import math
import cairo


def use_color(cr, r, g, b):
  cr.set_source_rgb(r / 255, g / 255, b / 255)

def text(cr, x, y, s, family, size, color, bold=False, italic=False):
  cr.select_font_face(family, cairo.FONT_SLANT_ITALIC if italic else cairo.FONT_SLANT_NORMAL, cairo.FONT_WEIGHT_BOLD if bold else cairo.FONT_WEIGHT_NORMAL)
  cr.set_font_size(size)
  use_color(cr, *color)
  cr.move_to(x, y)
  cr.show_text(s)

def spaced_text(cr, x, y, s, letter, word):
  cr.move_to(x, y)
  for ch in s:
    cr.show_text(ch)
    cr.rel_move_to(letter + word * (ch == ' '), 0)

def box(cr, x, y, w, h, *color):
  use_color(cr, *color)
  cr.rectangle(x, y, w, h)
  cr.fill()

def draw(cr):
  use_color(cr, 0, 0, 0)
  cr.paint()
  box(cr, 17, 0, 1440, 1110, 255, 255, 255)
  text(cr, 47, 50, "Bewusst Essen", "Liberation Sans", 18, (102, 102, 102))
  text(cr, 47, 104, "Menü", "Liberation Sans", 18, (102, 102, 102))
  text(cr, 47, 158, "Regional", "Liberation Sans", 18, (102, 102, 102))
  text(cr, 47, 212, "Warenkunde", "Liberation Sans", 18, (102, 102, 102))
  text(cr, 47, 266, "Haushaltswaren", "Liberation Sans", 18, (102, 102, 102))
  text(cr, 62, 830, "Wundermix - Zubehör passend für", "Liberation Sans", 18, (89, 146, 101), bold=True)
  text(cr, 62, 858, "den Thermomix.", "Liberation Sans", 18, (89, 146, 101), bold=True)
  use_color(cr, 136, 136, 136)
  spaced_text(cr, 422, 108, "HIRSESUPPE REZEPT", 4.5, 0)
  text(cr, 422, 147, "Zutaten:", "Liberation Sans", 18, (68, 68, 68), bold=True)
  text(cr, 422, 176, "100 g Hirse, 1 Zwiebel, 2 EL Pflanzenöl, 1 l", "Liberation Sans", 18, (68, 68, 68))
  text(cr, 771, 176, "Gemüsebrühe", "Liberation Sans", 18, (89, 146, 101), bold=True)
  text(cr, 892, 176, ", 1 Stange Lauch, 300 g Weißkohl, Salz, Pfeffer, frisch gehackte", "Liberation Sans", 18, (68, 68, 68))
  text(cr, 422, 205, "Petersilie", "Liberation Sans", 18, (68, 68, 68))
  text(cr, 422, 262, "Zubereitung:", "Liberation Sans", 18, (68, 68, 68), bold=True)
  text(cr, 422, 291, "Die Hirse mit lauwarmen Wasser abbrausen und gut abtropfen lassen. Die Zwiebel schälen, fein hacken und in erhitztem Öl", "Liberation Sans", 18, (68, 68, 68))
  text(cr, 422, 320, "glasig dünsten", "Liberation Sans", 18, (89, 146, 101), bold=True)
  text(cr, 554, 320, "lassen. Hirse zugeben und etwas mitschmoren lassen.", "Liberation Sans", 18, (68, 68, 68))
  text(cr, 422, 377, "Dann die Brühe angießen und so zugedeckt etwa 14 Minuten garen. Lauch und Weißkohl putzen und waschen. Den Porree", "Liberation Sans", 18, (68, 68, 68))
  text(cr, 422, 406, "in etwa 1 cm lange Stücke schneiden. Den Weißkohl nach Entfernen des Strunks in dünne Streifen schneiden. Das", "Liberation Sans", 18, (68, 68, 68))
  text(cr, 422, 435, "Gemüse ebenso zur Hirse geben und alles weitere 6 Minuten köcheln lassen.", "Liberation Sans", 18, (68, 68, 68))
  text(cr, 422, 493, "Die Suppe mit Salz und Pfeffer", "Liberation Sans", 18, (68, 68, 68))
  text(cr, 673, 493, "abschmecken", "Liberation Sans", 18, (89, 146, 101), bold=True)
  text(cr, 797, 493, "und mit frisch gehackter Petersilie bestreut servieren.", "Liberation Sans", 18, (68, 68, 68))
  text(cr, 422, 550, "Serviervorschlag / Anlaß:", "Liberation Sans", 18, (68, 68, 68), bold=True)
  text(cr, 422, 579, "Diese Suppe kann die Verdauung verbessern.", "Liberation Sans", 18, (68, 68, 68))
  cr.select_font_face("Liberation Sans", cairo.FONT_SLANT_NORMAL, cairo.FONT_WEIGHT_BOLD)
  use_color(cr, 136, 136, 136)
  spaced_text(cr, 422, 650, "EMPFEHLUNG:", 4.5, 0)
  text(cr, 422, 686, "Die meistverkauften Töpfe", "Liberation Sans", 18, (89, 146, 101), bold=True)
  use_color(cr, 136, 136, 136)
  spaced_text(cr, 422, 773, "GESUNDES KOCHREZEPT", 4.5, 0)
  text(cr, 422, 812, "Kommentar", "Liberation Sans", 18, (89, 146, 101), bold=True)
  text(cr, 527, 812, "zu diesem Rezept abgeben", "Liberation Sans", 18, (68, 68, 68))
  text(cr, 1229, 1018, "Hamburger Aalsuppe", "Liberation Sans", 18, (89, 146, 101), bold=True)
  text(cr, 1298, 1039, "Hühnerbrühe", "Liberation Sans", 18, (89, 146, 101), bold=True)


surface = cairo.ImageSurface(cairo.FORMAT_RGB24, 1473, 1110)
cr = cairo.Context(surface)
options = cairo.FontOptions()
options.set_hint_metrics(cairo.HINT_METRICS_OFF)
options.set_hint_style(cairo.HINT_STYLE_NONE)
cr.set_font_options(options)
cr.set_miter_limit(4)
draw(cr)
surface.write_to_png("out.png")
==================================================
» **Work instruction**:
Write out, exactly and with nothing else, the lines of the listing above from its first line through the line with "cr.select_font_face(family, cairo.FONT_SLANT_ITALIC if".

» **Solution for this exercise**:
import math
import cairo


def use_color(cr, r, g, b):
  cr.set_source_rgb(r / 255, g / 255, b / 255)

def text(cr, x, y, s, family, size, color, bold=False, italic=False):
  cr.select_font_face(family, cairo.FONT_SLANT_ITALIC if italic else cairo.FONT_SLANT_NORMAL, cairo.FONT_WEIGHT_BOLD if bold else cairo.FONT_WEIGHT_NORMAL)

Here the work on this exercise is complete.